##### Data for analysis

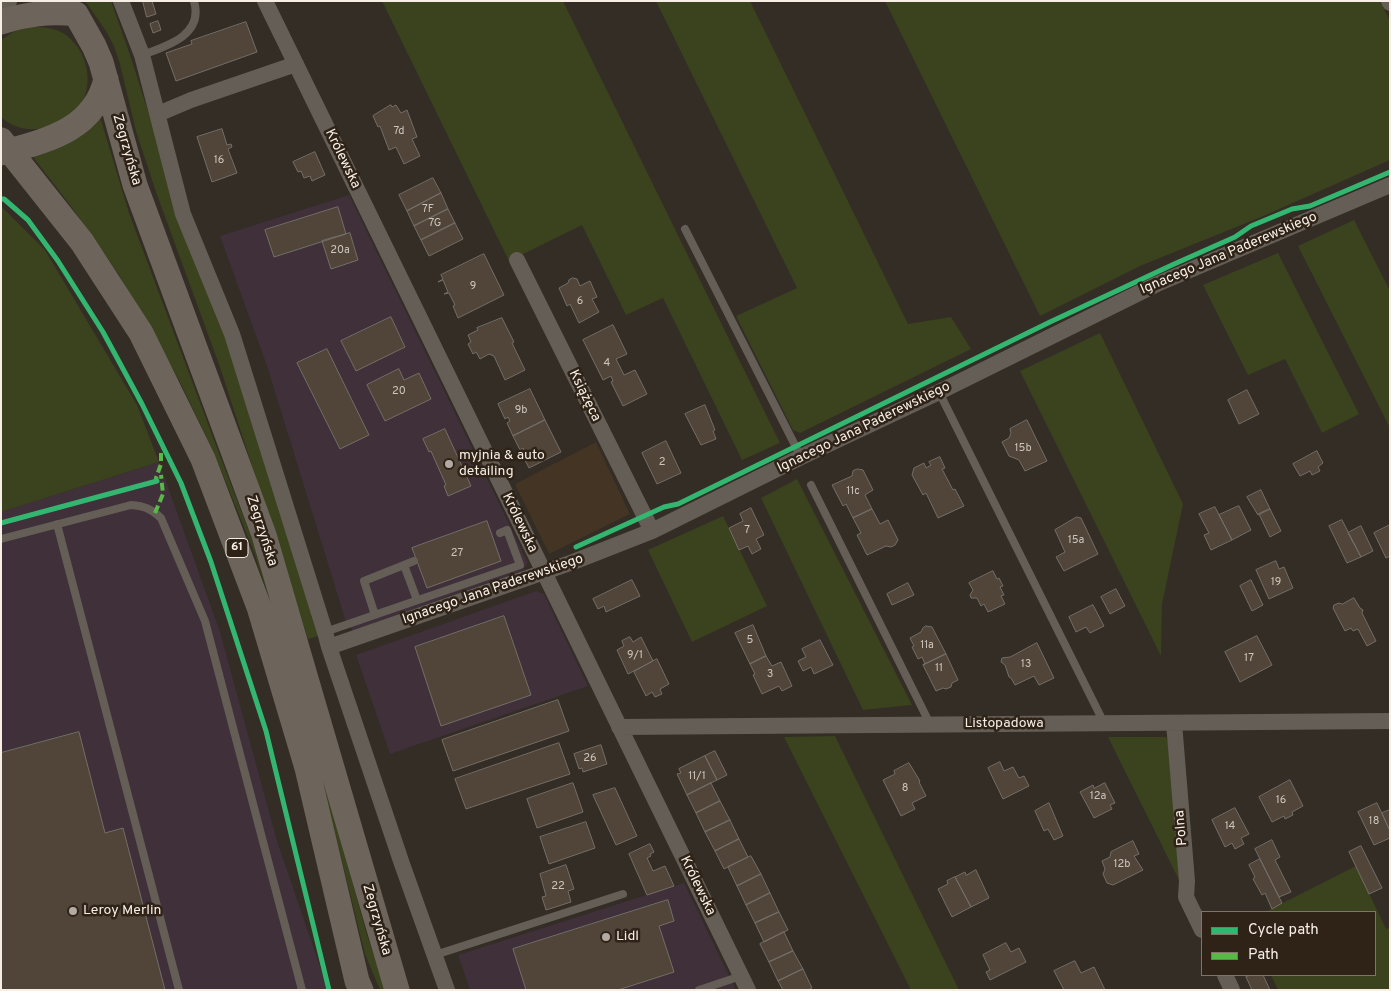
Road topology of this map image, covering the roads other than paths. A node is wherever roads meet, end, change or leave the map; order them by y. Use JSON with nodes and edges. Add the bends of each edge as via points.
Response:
{"nodes":[{"id":1,"x":6,"y":1,"type":"edge"},
{"id":2,"x":121,"y":1,"type":"edge"},
{"id":3,"x":194,"y":1,"type":"edge"},
{"id":4,"x":265,"y":1,"type":"edge"},
{"id":5,"x":73,"y":8,"type":"edge"},
{"id":6,"x":1,"y":10,"type":"edge"},
{"id":7,"x":1,"y":22,"type":"edge"},
{"id":8,"x":142,"y":55,"type":"junction"},
{"id":9,"x":298,"y":61,"type":"junction"},
{"id":10,"x":106,"y":79,"type":"junction"},
{"id":11,"x":158,"y":114,"type":"junction"},
{"id":12,"x":4,"y":148,"type":"edge"},
{"id":13,"x":1390,"y":185,"type":"edge"},
{"id":14,"x":685,"y":229,"type":"dead end"},
{"id":15,"x":517,"y":260,"type":"dead end"},
{"id":16,"x":940,"y":392,"type":"junction"},
{"id":17,"x":801,"y":457,"type":"junction"},
{"id":18,"x":811,"y":485,"type":"dead end"},
{"id":19,"x":57,"y":524,"type":"junction"},
{"id":20,"x":500,"y":532,"type":"dead end"},
{"id":21,"x":652,"y":532,"type":"junction"},
{"id":22,"x":1,"y":539,"type":"edge"},
{"id":23,"x":414,"y":561,"type":"dead end"},
{"id":24,"x":404,"y":565,"type":"junction"},
{"id":25,"x":543,"y":572,"type":"junction"},
{"id":26,"x":417,"y":600,"type":"junction"},
{"id":27,"x":376,"y":615,"type":"junction"},
{"id":28,"x":327,"y":639,"type":"junction"},
{"id":29,"x":1390,"y":721,"type":"edge"},
{"id":30,"x":1174,"y":722,"type":"junction"},
{"id":31,"x":1104,"y":723,"type":"junction"},
{"id":32,"x":930,"y":724,"type":"junction"},
{"id":33,"x":619,"y":727,"type":"junction"},
{"id":34,"x":623,"y":894,"type":"dead end"},
{"id":35,"x":1201,"y":928,"type":"edge"},
{"id":36,"x":434,"y":955,"type":"junction"},
{"id":37,"x":1225,"y":976,"type":"edge"},
{"id":38,"x":744,"y":983,"type":"edge"},
{"id":39,"x":179,"y":990,"type":"edge"},
{"id":40,"x":302,"y":990,"type":"edge"},
{"id":41,"x":361,"y":990,"type":"edge"},
{"id":42,"x":397,"y":990,"type":"edge"},
{"id":43,"x":447,"y":990,"type":"edge"},
{"id":44,"x":699,"y":990,"type":"edge"},
{"id":45,"x":1232,"y":990,"type":"edge"}],
"edges":[{"from":1,"to":6,"type":"main road"},
{"from":2,"to":8,"type":"street"},
{"from":3,"to":8,"type":"lane","via":[[196,17],[189,32],[174,43]]},
{"from":4,"to":9,"type":"street","name":"Królewska"},
{"from":5,"to":7,"type":"main road"},
{"from":5,"to":10,"type":"main road","name":"Zegrzyńska","via":[[98,54]]},
{"from":8,"to":11,"type":"street"},
{"from":9,"to":11,"type":"street"},
{"from":9,"to":25,"type":"street","name":"Królewska"},
{"from":10,"to":12,"type":"main road","via":[[95,104],[70,130],[56,137]]},
{"from":10,"to":42,"type":"main road","name":"Zegrzyńska","number":"61","via":[[136,185],[264,535]]},
{"from":11,"to":28,"type":"street","via":[[183,214],[232,334]]},
{"from":12,"to":41,"type":"main road","name":"Zegrzyńska","number":"61","via":[[82,242],[141,332],[203,459],[259,608],[307,768]]},
{"from":13,"to":16,"type":"street","name":"Ignacego Jana Paderewskiego","via":[[1157,284]]},
{"from":14,"to":17,"type":"lane"},
{"from":15,"to":21,"type":"street","name":"Książęca"},
{"from":16,"to":17,"type":"street","name":"Ignacego Jana Paderewskiego"},
{"from":16,"to":31,"type":"lane"},
{"from":17,"to":21,"type":"street","name":"Ignacego Jana Paderewskiego"},
{"from":18,"to":32,"type":"lane"},
{"from":19,"to":22,"type":"lane"},
{"from":19,"to":39,"type":"lane"},
{"from":19,"to":40,"type":"lane","via":[[141,505],[152,509],[167,528],[205,620]]},
{"from":20,"to":26,"type":"lane","via":[[507,530],[520,565]]},
{"from":21,"to":25,"type":"street","name":"Ignacego Jana Paderewskiego"},
{"from":23,"to":24,"type":"lane"},
{"from":24,"to":26,"type":"lane"},
{"from":24,"to":27,"type":"lane","via":[[364,580]]},
{"from":25,"to":28,"type":"street","name":"Ignacego Jana Paderewskiego"},
{"from":25,"to":33,"type":"street","name":"Królewska"},
{"from":26,"to":27,"type":"lane"},
{"from":27,"to":28,"type":"lane"},
{"from":28,"to":36,"type":"street"},
{"from":29,"to":30,"type":"street","name":"Listopadowa"},
{"from":30,"to":31,"type":"street","name":"Listopadowa"},
{"from":30,"to":35,"type":"street","name":"Polna","via":[[1186,897]]},
{"from":31,"to":32,"type":"street","name":"Listopadowa"},
{"from":32,"to":33,"type":"street","name":"Listopadowa"},
{"from":33,"to":38,"type":"street","name":"Królewska"},
{"from":34,"to":36,"type":"lane"},
{"from":36,"to":43,"type":"street"},
{"from":37,"to":45,"type":"street"},
{"from":38,"to":44,"type":"lane"}]}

##########

## Problem requirements:
Wherever "Zegrzyńska" occurs in the records above, copy the line it sits in.

## Solved problem:
{"from":5,"to":10,"type":"main road","name":"Zegrzyńska","via":[[98,54]]},
{"from":10,"to":42,"type":"main road","name":"Zegrzyńska","number":"61","via":[[136,185],[264,535]]},
{"from":12,"to":41,"type":"main road","name":"Zegrzyńska","number":"61","via":[[82,242],[141,332],[203,459],[259,608],[307,768]]},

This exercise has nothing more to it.